(Stored data)
╔══

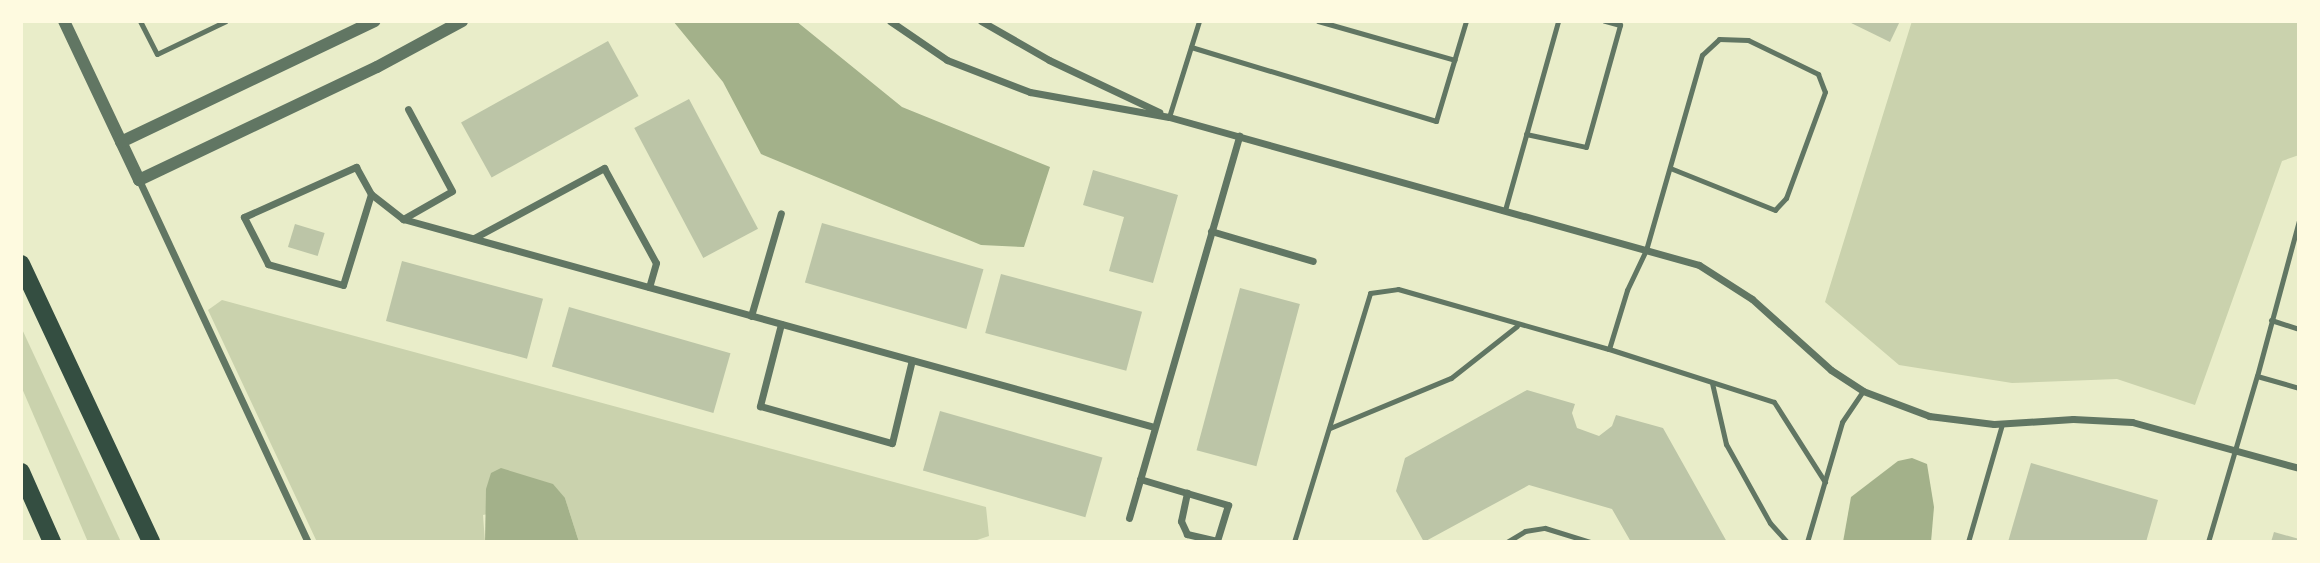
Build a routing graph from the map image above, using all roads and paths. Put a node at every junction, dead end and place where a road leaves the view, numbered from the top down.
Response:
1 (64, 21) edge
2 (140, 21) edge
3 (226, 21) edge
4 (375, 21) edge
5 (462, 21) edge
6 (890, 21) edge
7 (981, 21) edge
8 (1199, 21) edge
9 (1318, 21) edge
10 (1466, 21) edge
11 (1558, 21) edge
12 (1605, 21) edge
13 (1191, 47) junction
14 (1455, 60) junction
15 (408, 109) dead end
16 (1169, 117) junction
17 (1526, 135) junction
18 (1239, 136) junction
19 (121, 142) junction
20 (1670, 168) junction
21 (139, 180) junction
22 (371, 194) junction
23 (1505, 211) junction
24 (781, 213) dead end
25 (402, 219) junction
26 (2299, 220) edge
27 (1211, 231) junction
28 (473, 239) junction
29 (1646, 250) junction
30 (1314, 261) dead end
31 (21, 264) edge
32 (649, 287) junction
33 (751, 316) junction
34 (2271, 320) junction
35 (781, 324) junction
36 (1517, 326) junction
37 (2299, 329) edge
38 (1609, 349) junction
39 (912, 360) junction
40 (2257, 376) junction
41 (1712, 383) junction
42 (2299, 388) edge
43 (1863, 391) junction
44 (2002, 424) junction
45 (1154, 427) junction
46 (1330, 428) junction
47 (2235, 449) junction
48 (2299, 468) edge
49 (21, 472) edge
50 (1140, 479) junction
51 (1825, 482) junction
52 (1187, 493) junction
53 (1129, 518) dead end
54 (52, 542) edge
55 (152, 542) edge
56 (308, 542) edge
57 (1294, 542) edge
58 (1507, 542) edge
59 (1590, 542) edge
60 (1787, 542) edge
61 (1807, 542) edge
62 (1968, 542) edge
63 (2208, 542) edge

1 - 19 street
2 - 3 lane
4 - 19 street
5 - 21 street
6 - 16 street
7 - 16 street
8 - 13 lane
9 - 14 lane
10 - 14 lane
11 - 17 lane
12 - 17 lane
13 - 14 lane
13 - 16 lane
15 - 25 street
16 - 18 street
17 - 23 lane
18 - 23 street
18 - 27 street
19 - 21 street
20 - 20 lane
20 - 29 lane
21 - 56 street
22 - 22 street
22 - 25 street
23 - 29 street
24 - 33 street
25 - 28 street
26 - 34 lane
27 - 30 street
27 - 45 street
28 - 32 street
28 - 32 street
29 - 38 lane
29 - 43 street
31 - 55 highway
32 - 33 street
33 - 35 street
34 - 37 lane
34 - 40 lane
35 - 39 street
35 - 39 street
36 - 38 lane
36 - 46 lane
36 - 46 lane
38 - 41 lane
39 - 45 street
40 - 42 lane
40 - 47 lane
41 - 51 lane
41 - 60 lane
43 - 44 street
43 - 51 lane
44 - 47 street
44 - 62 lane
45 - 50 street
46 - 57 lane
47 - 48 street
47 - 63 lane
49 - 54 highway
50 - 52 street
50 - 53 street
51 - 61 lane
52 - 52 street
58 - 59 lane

╚══

— Activity —
Repeat the records above verbatim. Include none of the pictures.

— Exercise answer —
Build a routing graph from the map image above, using all roads and paths. Put a node at every junction, dead end and place where a road leaves the view, numbered from the top down.
Response:
1 (64, 21) edge
2 (140, 21) edge
3 (226, 21) edge
4 (375, 21) edge
5 (462, 21) edge
6 (890, 21) edge
7 (981, 21) edge
8 (1199, 21) edge
9 (1318, 21) edge
10 (1466, 21) edge
11 (1558, 21) edge
12 (1605, 21) edge
13 (1191, 47) junction
14 (1455, 60) junction
15 (408, 109) dead end
16 (1169, 117) junction
17 (1526, 135) junction
18 (1239, 136) junction
19 (121, 142) junction
20 (1670, 168) junction
21 (139, 180) junction
22 (371, 194) junction
23 (1505, 211) junction
24 (781, 213) dead end
25 (402, 219) junction
26 (2299, 220) edge
27 (1211, 231) junction
28 (473, 239) junction
29 (1646, 250) junction
30 (1314, 261) dead end
31 (21, 264) edge
32 (649, 287) junction
33 (751, 316) junction
34 (2271, 320) junction
35 (781, 324) junction
36 (1517, 326) junction
37 (2299, 329) edge
38 (1609, 349) junction
39 (912, 360) junction
40 (2257, 376) junction
41 (1712, 383) junction
42 (2299, 388) edge
43 (1863, 391) junction
44 (2002, 424) junction
45 (1154, 427) junction
46 (1330, 428) junction
47 (2235, 449) junction
48 (2299, 468) edge
49 (21, 472) edge
50 (1140, 479) junction
51 (1825, 482) junction
52 (1187, 493) junction
53 (1129, 518) dead end
54 (52, 542) edge
55 (152, 542) edge
56 (308, 542) edge
57 (1294, 542) edge
58 (1507, 542) edge
59 (1590, 542) edge
60 (1787, 542) edge
61 (1807, 542) edge
62 (1968, 542) edge
63 (2208, 542) edge

1 - 19 street
2 - 3 lane
4 - 19 street
5 - 21 street
6 - 16 street
7 - 16 street
8 - 13 lane
9 - 14 lane
10 - 14 lane
11 - 17 lane
12 - 17 lane
13 - 14 lane
13 - 16 lane
15 - 25 street
16 - 18 street
17 - 23 lane
18 - 23 street
18 - 27 street
19 - 21 street
20 - 20 lane
20 - 29 lane
21 - 56 street
22 - 22 street
22 - 25 street
23 - 29 street
24 - 33 street
25 - 28 street
26 - 34 lane
27 - 30 street
27 - 45 street
28 - 32 street
28 - 32 street
29 - 38 lane
29 - 43 street
31 - 55 highway
32 - 33 street
33 - 35 street
34 - 37 lane
34 - 40 lane
35 - 39 street
35 - 39 street
36 - 38 lane
36 - 46 lane
36 - 46 lane
38 - 41 lane
39 - 45 street
40 - 42 lane
40 - 47 lane
41 - 51 lane
41 - 60 lane
43 - 44 street
43 - 51 lane
44 - 47 street
44 - 62 lane
45 - 50 street
46 - 57 lane
47 - 48 street
47 - 63 lane
49 - 54 highway
50 - 52 street
50 - 53 street
51 - 61 lane
52 - 52 street
58 - 59 lane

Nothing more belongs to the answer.